Here’s our take on the hits and misses of the Detroit Auto Show, make sure to let us know what you thought in the poll and the comments section!

BMW 5-series


Bart: Hit

Packed with new technology and undoubtedly again being one of the best driving sedans in its class, the new 5-Series will (depending on your personal preferences) either come close to or beat the standard set by the new Mercedes-Benz E-Class. But where the E-Class was mostly criticised for looking too much like its larger and smaller siblings, the 5-Series looks too much like the previous model. Did I miss the news that BMW hired a former Volkswagen designer? However, this doesn’t mean I don’t like its looks. With the right (M-Sport?) bodykit and wheels and a color a bit more inspiring than the obbligato fifty shades of grey, blue or black, this can be a very desirable looking car that will remain the obvious choice for the decreasing number of luxury buyers who still prefer a sedan over an SUV.

Kriss: So-so

I agree with pretty much everything Bart said, and yet I still can’t rate the BMW a “Hit”. Why is that? Objectively, the car has everything going for it – technology, BMW’s legendary chassis tuning, straight-six engines, and a smart and light construction (recently read a comparison test with the E-class, and saw that the 4wd 530d xDrive is 100kg lighter than the 2wd E-class 350d).
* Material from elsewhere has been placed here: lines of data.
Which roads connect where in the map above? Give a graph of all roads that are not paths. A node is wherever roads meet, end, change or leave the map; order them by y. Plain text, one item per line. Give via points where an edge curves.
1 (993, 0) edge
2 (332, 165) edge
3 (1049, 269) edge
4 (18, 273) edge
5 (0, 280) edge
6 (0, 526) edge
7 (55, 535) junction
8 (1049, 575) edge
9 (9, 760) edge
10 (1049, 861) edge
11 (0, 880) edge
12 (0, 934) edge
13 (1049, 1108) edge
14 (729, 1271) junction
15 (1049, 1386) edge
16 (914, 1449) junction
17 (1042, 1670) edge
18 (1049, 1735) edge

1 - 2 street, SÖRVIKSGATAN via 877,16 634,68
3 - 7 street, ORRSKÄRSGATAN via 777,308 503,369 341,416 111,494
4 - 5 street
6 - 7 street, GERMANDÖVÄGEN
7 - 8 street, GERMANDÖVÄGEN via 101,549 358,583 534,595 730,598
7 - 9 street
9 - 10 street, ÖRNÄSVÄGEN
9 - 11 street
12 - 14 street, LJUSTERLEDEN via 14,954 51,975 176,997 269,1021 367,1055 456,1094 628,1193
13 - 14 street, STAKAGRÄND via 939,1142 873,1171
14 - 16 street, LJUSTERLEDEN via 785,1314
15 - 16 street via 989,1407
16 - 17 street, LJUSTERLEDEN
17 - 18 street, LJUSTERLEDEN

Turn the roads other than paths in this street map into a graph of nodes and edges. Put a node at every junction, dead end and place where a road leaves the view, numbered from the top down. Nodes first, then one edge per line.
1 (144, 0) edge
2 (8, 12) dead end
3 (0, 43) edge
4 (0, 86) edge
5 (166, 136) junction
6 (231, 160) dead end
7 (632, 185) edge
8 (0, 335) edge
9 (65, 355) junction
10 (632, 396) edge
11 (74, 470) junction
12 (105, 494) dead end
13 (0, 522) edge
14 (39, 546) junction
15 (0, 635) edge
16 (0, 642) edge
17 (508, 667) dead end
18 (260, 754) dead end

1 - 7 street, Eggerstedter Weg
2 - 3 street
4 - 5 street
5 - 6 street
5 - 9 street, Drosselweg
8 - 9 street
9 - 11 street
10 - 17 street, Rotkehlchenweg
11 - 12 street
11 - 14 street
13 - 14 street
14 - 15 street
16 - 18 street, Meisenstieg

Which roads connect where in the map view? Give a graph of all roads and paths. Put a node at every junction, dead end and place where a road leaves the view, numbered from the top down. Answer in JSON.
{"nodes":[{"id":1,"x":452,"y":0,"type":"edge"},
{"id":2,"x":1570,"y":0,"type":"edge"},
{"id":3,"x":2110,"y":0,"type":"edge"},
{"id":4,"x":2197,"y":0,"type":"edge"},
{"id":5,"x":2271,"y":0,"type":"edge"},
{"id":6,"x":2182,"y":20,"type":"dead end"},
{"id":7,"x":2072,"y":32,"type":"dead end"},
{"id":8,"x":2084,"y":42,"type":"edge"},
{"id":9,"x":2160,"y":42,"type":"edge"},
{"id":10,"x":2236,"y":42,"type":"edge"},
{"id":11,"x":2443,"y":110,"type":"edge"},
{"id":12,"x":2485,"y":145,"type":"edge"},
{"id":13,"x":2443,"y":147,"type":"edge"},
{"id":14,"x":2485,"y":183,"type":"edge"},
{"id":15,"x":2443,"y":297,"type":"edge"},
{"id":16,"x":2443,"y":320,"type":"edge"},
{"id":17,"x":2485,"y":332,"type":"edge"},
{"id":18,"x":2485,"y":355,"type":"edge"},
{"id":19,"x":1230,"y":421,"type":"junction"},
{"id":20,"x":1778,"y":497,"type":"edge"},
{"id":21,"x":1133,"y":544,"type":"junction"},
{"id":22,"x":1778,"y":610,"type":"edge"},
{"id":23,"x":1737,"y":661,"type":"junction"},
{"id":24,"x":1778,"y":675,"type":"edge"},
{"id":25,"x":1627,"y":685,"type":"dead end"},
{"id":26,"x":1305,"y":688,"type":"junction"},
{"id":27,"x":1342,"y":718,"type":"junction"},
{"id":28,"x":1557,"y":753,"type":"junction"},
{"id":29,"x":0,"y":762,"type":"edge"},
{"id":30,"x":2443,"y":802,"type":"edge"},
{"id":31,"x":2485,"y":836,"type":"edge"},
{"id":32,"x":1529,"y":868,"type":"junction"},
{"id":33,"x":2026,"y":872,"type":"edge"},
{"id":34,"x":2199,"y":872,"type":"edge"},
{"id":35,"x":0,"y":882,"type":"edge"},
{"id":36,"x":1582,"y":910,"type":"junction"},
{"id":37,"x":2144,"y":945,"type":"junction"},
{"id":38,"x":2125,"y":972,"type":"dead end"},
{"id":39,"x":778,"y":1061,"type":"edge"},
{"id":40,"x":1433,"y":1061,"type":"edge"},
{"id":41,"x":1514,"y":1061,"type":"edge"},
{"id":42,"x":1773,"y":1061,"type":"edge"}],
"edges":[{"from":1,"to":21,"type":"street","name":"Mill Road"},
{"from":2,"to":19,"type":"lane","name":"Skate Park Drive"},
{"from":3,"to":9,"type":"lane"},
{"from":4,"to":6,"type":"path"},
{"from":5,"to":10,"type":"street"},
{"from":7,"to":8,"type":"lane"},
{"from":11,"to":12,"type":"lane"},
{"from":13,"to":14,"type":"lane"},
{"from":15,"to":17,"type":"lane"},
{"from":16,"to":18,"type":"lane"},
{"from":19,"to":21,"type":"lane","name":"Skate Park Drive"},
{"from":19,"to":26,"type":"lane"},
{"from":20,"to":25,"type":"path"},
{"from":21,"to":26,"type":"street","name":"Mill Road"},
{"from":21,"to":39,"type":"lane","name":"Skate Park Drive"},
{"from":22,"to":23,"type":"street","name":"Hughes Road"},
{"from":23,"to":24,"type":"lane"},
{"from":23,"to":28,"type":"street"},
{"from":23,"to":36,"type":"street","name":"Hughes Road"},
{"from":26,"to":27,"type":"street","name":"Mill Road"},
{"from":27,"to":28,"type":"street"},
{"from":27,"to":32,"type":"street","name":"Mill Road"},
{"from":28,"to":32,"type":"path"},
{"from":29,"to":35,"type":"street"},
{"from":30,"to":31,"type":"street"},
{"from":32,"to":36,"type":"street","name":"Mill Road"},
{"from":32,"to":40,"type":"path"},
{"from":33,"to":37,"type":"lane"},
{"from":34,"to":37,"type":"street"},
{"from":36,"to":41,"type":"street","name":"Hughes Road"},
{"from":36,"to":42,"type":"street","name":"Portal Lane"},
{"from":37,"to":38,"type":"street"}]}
However, subjectively the car is lacking that certain “want it” factor – the one that made the E34 and E39 generations so achingly desirable, no matter what specification or color they were in. While the E-class boast a stunning interior, the BMW looks too much like its predecessor inside; to me this is especially disappointing given that BMW showed us with the i3 and i8 of creating genuinely stunning interiors. Call it a case of sky-high expectations, but the new 5-series is just not a “Hit” to me.